When I was six years old, I loved to visit my grandmother's apartment. She lived on the ninth floor of a local senior's building, and from her balcony we could see the "skyscrapers" of the big city reaching for the clouds. My brother and I ran to the window when we got there, signing the 60's hit "Downtown."
After a chorus or two of "downtown, dadadadadadaaaa..." my next stop was my grandma's nightstand drawer. That's where she kept the most beautiful thing my young brown eyes had ever seen -- a set of rosary beads crafted from white plastic. Each bead was fashioned into a rosebud, and they were linked together by a silver chain. I felt like a princess when I put these around my neck and pranced around the apartment. Grandma let me wear them until it was time to go, when I reluctantly placed them back in her room. I couldn't wait to visit again, when I could gather up this precious "necklace" that made me feel pretty and special.
I know that rosaries are not jewelry, but that childhood experience gave me a love for Mama's Beads. I had the good fortune of belonging to a parish at which the rosary was prayed before each and every mass, and every Sunday, at my father's insistence, we arrived early enough to join in. Like most children, I was bored sometimes as I knelt there watching the beads slip through my fingers. But the habit was developed, and the comforting repetition of the familiar prayers soothed me and brought me focus and calm.
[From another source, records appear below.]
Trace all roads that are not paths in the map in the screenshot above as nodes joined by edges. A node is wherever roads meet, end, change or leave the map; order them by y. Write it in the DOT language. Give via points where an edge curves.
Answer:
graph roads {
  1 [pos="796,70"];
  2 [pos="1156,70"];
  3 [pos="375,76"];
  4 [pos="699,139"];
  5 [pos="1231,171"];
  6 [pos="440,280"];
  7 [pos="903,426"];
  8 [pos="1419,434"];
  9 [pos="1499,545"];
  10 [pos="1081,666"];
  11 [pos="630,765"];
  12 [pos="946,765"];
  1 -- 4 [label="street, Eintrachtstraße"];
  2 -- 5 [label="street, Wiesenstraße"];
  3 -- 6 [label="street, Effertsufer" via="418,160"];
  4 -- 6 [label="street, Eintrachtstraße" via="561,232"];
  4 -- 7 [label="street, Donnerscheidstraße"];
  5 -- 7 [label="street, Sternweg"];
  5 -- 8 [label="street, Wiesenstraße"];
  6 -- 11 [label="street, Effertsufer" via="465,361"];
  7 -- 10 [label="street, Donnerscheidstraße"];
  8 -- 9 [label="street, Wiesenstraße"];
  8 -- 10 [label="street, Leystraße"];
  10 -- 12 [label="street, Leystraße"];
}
I don't remember praying the rosary much during my teen years, but I do have one vivid memory of Mr. Ted, a fiesty, outspoken lover of our Lady who taught catechism (as we called it then) to us after school. My brother and I arrived with our family at Sunday mass, and we were sitting in the car preparing to go in. Mr. Ted banged on the car window, frantically waving his beads. "Don't forget your rosaries!" he admonished my brother and me. We were mortified, embarrassed at his ridiculous behavior, so we went into church, laughing at his crazy zeal -- rosaries in hand, of course.
I can clearly recall the day I returned to the rosary as a young mother. Rachel, my firstborn, was napping, and I decided to pray the rosary. I couldn't remember the mysteries, so I got out the huge family bible my parents had given us as a wedding gift. I opened it to the pages that featured the mysteries, highlighted with large color pictures, and placed it in the baby's playpen. Then I knelt there with my beads and the sun lit up my tiny apartment. It was so incredibly quiet and peaceful and I felt, for the first time in years, like I was home.
The rosary became my companion then. I must have prayed it a thousand times during those early years of my marriage, particularly when my girls attended a school some miles away. Getting in the car meant praying the rosary. I often think that those many rosaries I prayed during those years protected and prepared us for the many challenges we would face in years to come.
We prayed the family rosary, too, alternately nudging the children to either stop pestering one another or stay awake. We discovered the rosary was the very best way to calm ourselves (even the experts acknowledged that praying and meditating this way lowered blood pressure!) Sometimes the kids balked, but we did it anyway. They, too, began to develop the habit that I know will bring them peace throughout their lives.
In difficult times I have wished I could return to Grandma's apartment and dance around like a princess without a care. Instead I turn to the beads that I learned to love there. When my baby Celeste was living and dying in the hospital, Aaron and I prayed the rosary on each drive there and back. It was all we could do. It was everything we could do. I was sometimes numb as the cool beads slipped through my fingers, tears streaming down my cheeks. But I could see Jesus and Mary clearly in my mind as I tried to focus on their lives, their sufferings and joys, instead of my own anguish. I could not find adequate words with which to pray. I didn't need to search for them. I could pray the sweet, familiar prayers of the rosary, and I would be comforted, healed and protected.
Today I most often pray the rosary at Adoration, where I sit with my elderly father as well-worn black beads slip through his fingers. I have many rosaries (of course I do! Such pretty princess beads!) but my current favorite is the set that my husband bought me soon after Celeste's death. These beads are little pink hearts, and they speak of my little girl. They make me feel like a little girl, as well, and I realize that's just what I am when I pray -- Mama's little girl.
The rosary makes me feel like a child, safe in my mother's arms. Maybe it's my early experience with my grandmother's rosary that makes me feel like a little girl every time I pray the rosary. Or maybe it's just that that's truly what I become when I pray this way.
Perhaps someday a little girl will go to her grandmother's nightstand and gather up a rosary strung with tender pink hearts. Maybe she'll dance around, wearing it like a necklace, feeling like a princess. I hope so.
I still have the white plastic roses. I received them when my grandma died, when I was only seven. They are the only remembrance I was given. They are enough.